-- DATA FOR REVIEW --
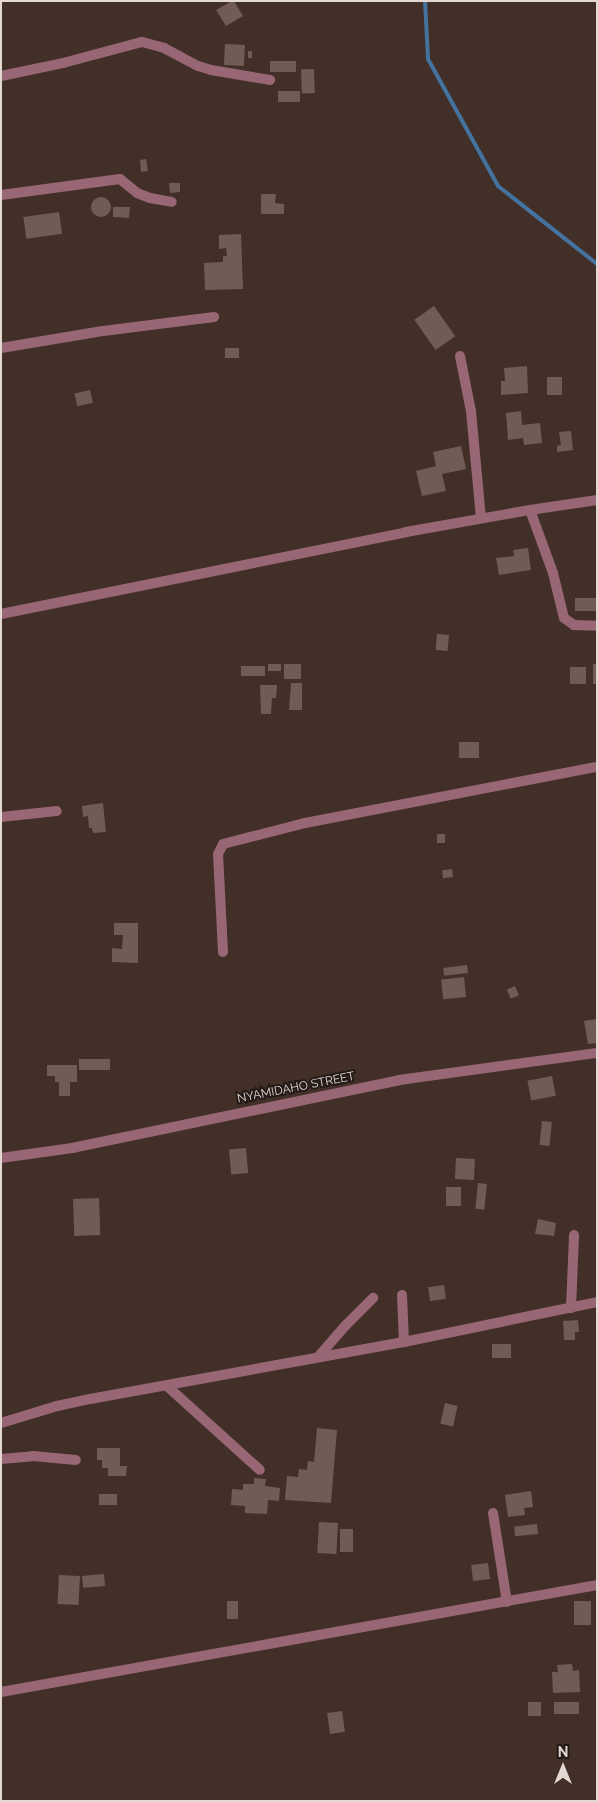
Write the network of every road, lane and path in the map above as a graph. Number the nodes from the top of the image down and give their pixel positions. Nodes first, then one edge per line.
1 (1, 76) edge
2 (270, 80) dead end
3 (1, 195) edge
4 (172, 202) dead end
5 (214, 317) dead end
6 (1, 348) edge
7 (460, 356) dead end
8 (597, 500) edge
9 (530, 510) junction
10 (481, 518) junction
11 (1, 614) edge
12 (597, 626) edge
13 (597, 767) edge
14 (56, 810) dead end
15 (1, 817) edge
16 (223, 952) dead end
17 (597, 1053) edge
18 (1, 1158) edge
19 (574, 1235) dead end
20 (402, 1295) dead end
21 (372, 1298) dead end
22 (597, 1302) edge
23 (571, 1308) junction
24 (404, 1342) junction
25 (318, 1357) junction
26 (166, 1386) junction
27 (1, 1422) edge
28 (1, 1459) edge
29 (76, 1460) dead end
30 (260, 1470) dead end
31 (493, 1513) dead end
32 (597, 1585) edge
33 (507, 1602) junction
34 (1, 1692) edge

1 - 2 street
3 - 4 street
5 - 6 street
7 - 10 street
8 - 9 street
9 - 10 street
9 - 12 street
10 - 11 street
13 - 16 street
14 - 15 street
17 - 18 street, NYAMIDAHO STREET
19 - 23 street
20 - 24 street
21 - 25 street
22 - 23 street
23 - 24 street
24 - 25 street
25 - 26 street
26 - 27 street
26 - 30 street
28 - 29 street
31 - 33 street
32 - 33 street
33 - 34 street

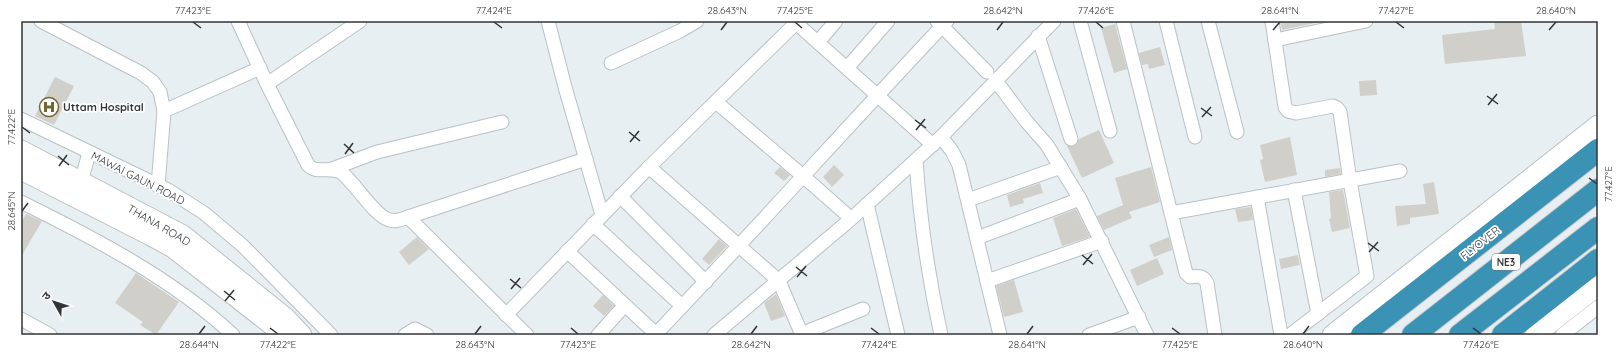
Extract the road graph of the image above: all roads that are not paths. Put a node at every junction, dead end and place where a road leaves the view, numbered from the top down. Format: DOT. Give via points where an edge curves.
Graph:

-- WHAT YOU ARE ASKED TO DO --
Give back exactly the lines running from the line that has "Extract the road" to the end of the entries above.

-- EXERCISE ANSWER --
Extract the road graph of the image above: all roads that are not paths. Put a node at every junction, dead end and place where a road leaves the view, numbered from the top down. Format: DOT. Give via points where an edge curves.
Graph:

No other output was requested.